Man muss aber Acht geben, nicht Missverständnissen zu verfallen, die aus einem falschen Verständnis des Begriffes Menschenrechte und deren widersinnigem Gebrauch hervorgehen. Es gibt nämlich heute die Tendenz zu einer immer weiter reichenden Beanspruchung der individuellen Rechte, hinter der sich ein aus jedem sozialen und anthropologischen Zusammenhang herausgelöstes Bild des Menschen verbirgt, der gleichsam als „Monade“ (μονάς) zunehmend unsensibel wird für die anderen „Monaden“ in seiner Umgebung. Mit der Vorstellung des Rechtes scheint die ebenso wesentliche und ergänzende der Pflicht nicht mehr verbunden zu sein, so dass man schließlich die Rechte des Einzelnen behauptet, ohne zu berücksichtigen, dass jeder Mensch in einen sozialen Kontext eingebunden ist, in dem seine Rechte und Pflichten mit denen der anderen und zum Gemeinwohl der Gesellschaft selbst verknüpft sind.

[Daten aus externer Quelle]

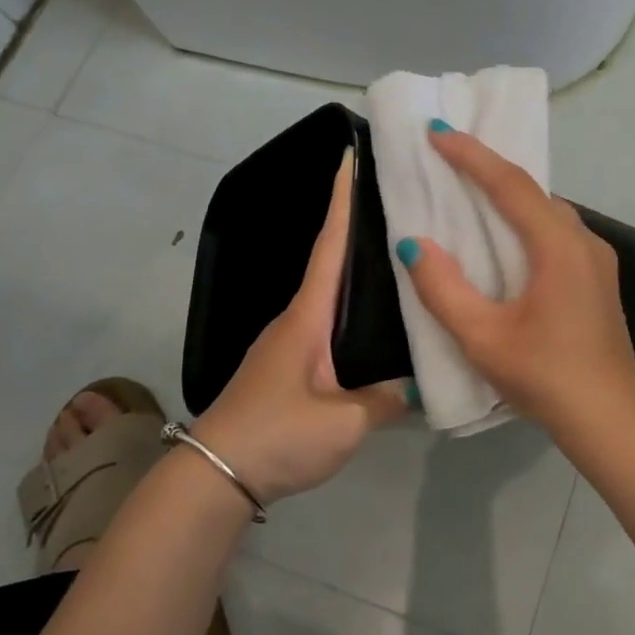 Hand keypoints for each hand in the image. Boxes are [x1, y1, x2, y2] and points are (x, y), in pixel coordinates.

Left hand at [194, 149, 404, 502]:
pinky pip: (329, 326)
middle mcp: (296, 320)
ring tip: (401, 259)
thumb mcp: (345, 421)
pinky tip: (379, 324)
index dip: (341, 201)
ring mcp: (289, 344)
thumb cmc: (278, 435)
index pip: (329, 246)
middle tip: (401, 205)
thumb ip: (388, 398)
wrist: (215, 477)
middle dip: (359, 227)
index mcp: (308, 317)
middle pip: (331, 262)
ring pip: (331, 297)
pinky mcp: (289, 368)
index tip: (351, 157)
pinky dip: (353, 311)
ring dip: (358, 273)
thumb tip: (418, 386)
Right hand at [398, 127, 634, 433]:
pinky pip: (559, 233)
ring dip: (511, 197)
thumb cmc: (544, 376)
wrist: (609, 417)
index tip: (437, 132)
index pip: (510, 184)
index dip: (471, 155)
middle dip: (490, 169)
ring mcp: (598, 259)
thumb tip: (414, 244)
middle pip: (533, 191)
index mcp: (558, 246)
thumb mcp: (482, 337)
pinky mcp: (599, 279)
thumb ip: (443, 289)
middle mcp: (584, 241)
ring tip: (472, 193)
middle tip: (449, 158)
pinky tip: (507, 239)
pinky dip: (528, 222)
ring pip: (549, 212) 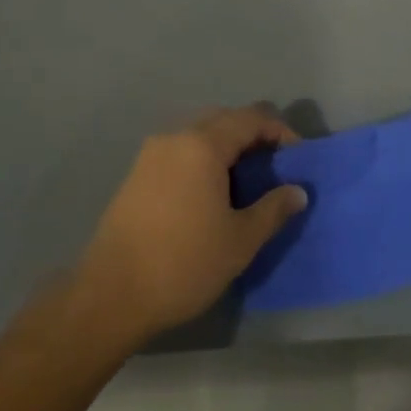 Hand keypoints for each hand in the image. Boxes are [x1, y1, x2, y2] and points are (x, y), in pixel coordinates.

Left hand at [76, 105, 307, 347]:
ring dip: (226, 147)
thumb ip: (273, 209)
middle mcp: (175, 137)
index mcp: (202, 145)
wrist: (113, 292)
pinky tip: (210, 193)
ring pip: (198, 134)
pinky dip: (202, 159)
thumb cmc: (184, 263)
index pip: (250, 118)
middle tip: (274, 166)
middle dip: (252, 136)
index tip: (297, 157)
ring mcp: (151, 154)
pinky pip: (179, 152)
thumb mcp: (240, 240)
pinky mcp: (136, 174)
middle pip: (223, 119)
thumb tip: (297, 191)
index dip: (279, 131)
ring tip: (245, 181) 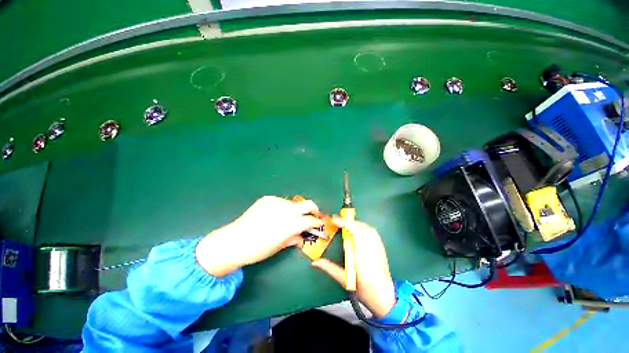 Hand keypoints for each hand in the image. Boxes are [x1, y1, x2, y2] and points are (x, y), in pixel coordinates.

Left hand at [196, 196, 322, 276]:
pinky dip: (282, 207)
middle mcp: (288, 210)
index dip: (316, 222)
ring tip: (287, 218)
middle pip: (308, 204)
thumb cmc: (259, 249)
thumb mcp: (280, 246)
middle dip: (313, 209)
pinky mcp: (268, 198)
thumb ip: (294, 238)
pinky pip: (280, 202)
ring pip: (293, 203)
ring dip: (294, 210)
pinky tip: (274, 214)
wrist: (234, 241)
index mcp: (293, 224)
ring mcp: (277, 202)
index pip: (311, 220)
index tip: (318, 224)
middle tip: (312, 215)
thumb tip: (301, 236)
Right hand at [312, 218, 395, 317]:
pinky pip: (372, 231)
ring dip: (355, 223)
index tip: (334, 220)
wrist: (386, 297)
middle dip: (348, 222)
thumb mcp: (345, 281)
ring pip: (367, 228)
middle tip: (336, 221)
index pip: (354, 233)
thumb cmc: (365, 291)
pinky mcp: (381, 247)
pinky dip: (363, 227)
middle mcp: (371, 248)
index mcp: (362, 256)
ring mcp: (378, 247)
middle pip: (360, 227)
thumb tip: (315, 263)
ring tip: (345, 225)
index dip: (344, 223)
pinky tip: (357, 230)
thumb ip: (330, 269) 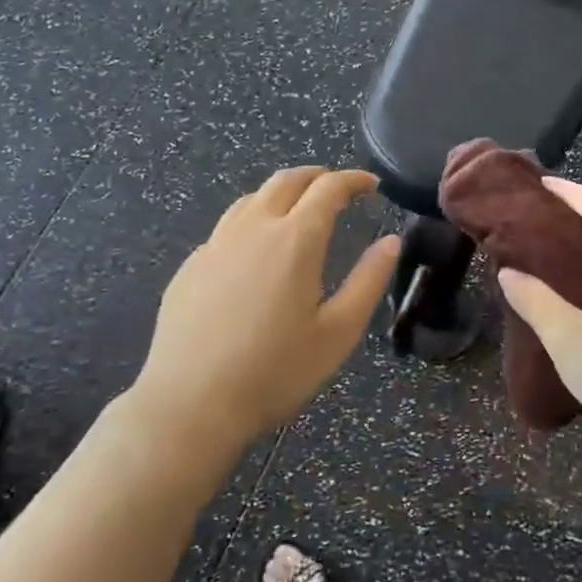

Ich meine daher, dass es überaus wichtig ist, heute eine Kultur der Menschenrechte zu vertiefen, die weise die individuelle, oder besser die persönliche Dimension mit der des Gemeinwohls – mit jenem „’Wir alle’, das aus Einzelnen, Familien und kleineren Gruppen gebildet wird, die sich zu einer sozialen Gemeinschaft zusammenschließen“ (Benedikt XVI., Enzyklika Caritas in veritate, 7; vgl. Zweites Vatikanisches Konzil, Past. Konst. Gaudium et spes, 26.) – zu verbinden versteht. Wenn nämlich das Recht eines jeden nicht harmonisch auf das größere Wohl hin ausgerichtet ist, wird es schließlich als unbegrenzt aufgefasst und damit zur Quelle von Konflikten und Gewalt.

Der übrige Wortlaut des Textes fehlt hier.